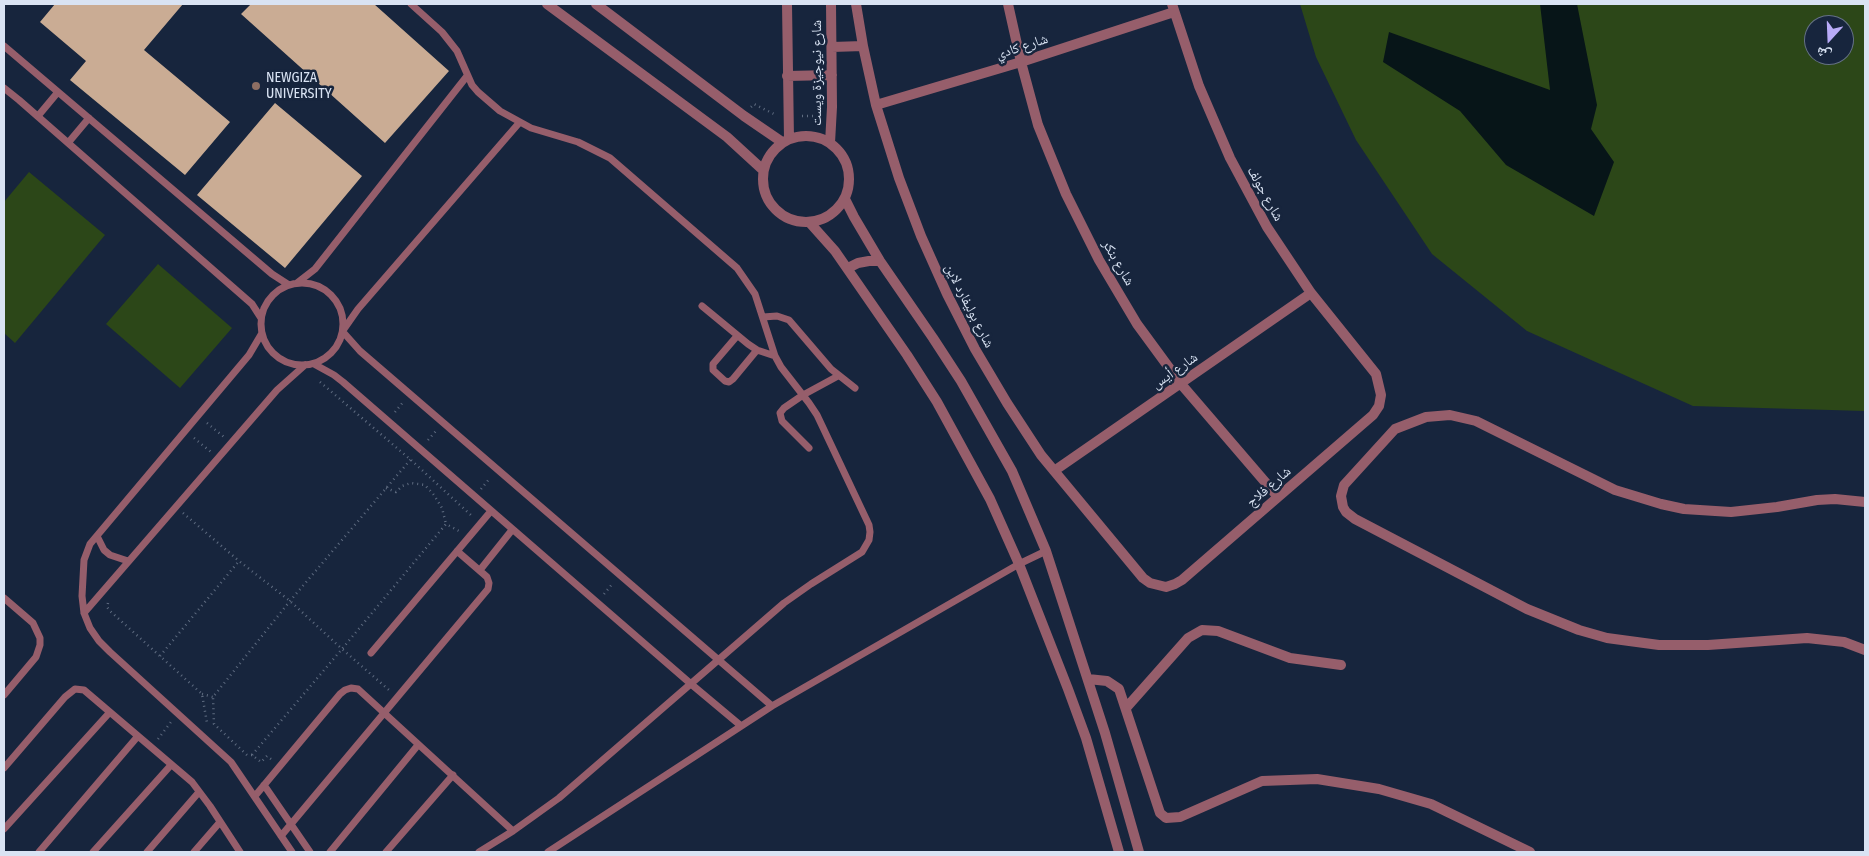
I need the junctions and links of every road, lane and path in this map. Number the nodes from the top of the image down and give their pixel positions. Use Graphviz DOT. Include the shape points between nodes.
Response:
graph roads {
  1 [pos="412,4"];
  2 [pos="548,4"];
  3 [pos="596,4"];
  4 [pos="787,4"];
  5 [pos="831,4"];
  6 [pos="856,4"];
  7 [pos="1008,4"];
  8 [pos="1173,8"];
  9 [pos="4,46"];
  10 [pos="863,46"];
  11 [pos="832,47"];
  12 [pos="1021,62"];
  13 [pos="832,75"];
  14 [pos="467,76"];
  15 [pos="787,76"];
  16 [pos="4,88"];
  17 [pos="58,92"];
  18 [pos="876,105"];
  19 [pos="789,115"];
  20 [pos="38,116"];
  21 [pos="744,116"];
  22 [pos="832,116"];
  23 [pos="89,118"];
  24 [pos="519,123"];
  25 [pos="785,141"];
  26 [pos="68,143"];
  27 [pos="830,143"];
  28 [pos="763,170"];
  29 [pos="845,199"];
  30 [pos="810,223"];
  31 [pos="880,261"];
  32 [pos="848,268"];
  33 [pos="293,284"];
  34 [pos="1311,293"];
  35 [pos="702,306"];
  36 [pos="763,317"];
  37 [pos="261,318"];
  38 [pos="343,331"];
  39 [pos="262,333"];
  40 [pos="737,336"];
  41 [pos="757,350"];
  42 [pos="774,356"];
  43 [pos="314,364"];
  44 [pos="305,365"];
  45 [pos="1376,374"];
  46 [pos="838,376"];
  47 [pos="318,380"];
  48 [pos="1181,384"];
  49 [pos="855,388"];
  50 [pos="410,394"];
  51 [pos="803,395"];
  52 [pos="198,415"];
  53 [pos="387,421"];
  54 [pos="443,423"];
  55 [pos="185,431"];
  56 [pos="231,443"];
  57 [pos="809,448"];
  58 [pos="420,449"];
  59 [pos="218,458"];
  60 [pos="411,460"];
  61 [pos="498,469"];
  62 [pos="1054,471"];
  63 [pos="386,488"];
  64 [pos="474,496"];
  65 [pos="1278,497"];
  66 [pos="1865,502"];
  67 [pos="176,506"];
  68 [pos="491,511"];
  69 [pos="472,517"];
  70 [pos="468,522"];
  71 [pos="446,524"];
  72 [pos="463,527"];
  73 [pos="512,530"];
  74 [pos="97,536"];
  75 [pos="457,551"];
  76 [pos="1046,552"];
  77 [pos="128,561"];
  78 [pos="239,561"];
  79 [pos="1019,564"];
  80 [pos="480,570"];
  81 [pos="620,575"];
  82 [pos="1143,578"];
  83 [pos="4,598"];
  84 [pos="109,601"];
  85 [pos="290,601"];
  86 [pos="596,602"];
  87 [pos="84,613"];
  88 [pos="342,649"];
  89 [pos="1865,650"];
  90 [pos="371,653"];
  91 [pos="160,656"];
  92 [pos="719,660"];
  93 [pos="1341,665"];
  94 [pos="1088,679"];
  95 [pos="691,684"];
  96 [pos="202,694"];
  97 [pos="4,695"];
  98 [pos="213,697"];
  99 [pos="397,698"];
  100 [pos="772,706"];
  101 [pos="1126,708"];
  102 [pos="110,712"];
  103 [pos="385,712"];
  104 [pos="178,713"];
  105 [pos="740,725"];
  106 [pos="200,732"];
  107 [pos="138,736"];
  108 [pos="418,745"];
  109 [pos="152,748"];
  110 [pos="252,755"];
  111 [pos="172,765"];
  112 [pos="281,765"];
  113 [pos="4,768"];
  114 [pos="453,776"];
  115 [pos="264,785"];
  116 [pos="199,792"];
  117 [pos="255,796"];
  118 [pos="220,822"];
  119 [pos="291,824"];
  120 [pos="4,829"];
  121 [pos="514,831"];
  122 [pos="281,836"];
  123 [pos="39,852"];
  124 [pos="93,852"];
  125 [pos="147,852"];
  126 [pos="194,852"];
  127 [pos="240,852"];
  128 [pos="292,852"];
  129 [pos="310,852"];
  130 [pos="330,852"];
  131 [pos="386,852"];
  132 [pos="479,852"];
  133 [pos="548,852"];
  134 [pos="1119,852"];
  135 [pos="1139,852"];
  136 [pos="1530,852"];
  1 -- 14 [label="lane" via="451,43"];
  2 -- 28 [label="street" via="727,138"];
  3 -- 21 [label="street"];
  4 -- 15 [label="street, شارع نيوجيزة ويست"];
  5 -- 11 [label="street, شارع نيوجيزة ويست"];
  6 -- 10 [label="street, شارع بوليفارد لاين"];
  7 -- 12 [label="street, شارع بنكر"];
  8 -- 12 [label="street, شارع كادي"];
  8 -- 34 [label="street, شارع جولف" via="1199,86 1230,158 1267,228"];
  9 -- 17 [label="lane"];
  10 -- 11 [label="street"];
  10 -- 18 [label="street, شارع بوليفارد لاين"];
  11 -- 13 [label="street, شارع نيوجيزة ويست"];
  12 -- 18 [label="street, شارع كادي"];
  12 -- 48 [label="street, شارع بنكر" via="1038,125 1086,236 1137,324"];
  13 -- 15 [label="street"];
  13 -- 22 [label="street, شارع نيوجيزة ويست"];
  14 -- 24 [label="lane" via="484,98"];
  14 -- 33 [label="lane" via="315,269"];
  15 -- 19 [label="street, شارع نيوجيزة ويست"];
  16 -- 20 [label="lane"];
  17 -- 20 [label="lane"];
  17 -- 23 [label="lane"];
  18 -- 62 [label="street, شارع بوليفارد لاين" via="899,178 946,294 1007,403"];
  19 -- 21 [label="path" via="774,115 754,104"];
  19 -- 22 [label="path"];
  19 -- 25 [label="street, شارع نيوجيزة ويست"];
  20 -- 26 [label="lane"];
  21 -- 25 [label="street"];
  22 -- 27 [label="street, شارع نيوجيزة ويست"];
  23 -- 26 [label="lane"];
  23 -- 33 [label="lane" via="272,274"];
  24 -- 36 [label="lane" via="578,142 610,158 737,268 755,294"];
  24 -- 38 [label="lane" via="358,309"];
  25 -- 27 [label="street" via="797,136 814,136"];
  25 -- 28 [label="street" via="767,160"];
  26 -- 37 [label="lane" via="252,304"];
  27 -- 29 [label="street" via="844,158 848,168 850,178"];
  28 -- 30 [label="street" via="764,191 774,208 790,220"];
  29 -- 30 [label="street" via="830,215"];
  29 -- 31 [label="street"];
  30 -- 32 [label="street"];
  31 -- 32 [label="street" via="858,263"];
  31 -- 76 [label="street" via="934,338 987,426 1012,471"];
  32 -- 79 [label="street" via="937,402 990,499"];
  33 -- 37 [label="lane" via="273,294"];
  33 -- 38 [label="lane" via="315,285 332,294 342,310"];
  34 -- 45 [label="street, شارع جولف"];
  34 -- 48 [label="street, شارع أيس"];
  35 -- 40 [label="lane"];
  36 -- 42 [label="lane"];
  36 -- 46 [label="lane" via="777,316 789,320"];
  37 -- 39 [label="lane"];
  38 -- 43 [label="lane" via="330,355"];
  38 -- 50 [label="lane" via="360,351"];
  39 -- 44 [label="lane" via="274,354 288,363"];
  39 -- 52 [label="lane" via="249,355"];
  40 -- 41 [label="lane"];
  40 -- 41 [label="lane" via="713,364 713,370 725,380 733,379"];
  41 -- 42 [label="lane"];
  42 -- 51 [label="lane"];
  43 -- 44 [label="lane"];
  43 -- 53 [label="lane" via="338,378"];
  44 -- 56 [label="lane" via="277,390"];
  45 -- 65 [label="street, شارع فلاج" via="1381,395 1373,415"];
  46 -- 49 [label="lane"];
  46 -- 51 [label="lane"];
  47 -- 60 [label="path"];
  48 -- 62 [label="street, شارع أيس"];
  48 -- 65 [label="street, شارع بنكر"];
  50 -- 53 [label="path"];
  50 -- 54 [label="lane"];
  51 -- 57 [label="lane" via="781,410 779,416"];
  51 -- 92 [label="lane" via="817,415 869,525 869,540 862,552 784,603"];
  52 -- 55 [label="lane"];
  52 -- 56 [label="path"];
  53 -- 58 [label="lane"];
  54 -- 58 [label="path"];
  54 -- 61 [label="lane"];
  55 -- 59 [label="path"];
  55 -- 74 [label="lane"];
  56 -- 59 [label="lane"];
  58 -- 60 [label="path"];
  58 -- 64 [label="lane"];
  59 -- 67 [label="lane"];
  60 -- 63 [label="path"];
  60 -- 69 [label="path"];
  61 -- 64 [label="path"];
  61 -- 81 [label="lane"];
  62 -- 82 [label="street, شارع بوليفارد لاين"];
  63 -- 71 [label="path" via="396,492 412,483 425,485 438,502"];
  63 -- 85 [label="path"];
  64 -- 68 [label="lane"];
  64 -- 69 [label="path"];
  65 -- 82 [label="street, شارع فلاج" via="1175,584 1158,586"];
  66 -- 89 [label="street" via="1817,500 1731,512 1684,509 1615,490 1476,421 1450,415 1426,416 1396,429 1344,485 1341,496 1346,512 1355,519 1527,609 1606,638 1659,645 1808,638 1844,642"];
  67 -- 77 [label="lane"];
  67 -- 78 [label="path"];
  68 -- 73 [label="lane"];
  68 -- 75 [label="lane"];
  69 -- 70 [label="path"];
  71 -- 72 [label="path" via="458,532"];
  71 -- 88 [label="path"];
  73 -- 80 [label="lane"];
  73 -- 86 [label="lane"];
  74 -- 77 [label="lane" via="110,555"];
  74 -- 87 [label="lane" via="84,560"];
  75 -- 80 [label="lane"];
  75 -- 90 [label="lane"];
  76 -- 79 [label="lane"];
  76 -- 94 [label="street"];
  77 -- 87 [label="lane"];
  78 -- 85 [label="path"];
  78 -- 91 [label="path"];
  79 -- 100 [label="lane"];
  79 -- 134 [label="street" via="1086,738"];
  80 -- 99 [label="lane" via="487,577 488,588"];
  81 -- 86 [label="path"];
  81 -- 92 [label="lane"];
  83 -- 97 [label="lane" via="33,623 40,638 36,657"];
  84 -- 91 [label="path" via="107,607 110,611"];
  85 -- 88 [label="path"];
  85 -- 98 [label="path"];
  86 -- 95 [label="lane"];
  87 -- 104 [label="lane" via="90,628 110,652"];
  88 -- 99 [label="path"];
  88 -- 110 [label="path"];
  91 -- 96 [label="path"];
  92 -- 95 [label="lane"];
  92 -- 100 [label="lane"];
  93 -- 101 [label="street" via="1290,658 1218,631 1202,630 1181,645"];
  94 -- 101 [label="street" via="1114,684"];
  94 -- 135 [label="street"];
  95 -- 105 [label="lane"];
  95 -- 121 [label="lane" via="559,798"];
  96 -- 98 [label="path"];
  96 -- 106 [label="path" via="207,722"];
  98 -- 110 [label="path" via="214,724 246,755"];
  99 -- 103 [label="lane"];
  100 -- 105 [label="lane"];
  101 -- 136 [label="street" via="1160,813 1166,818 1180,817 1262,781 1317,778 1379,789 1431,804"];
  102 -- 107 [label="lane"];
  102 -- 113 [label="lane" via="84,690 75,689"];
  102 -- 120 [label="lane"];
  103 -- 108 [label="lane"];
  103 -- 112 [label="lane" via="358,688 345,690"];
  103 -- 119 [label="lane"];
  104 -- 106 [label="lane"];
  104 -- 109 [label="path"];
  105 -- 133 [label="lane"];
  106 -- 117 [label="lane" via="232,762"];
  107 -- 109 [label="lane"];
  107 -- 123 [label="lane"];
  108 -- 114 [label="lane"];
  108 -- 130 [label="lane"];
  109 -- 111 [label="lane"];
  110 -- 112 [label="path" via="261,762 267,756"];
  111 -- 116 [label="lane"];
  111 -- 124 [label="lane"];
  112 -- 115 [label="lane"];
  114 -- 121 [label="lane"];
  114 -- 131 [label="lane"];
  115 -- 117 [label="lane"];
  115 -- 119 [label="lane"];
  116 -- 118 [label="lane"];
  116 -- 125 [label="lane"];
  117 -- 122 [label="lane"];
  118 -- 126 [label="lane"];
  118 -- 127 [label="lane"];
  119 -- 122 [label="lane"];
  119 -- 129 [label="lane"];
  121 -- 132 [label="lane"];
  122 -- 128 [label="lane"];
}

## PROMPT
Search the entries for the string "بنكر" and return each line where it turns up.

## SOLUTION TO THIS TASK
  7 -- 12 [label="street, شارع بنكر"];
  12 -- 48 [label="street, شارع بنكر" via="1038,125 1086,236 1137,324"];
  48 -- 65 [label="street, شارع بنكر"];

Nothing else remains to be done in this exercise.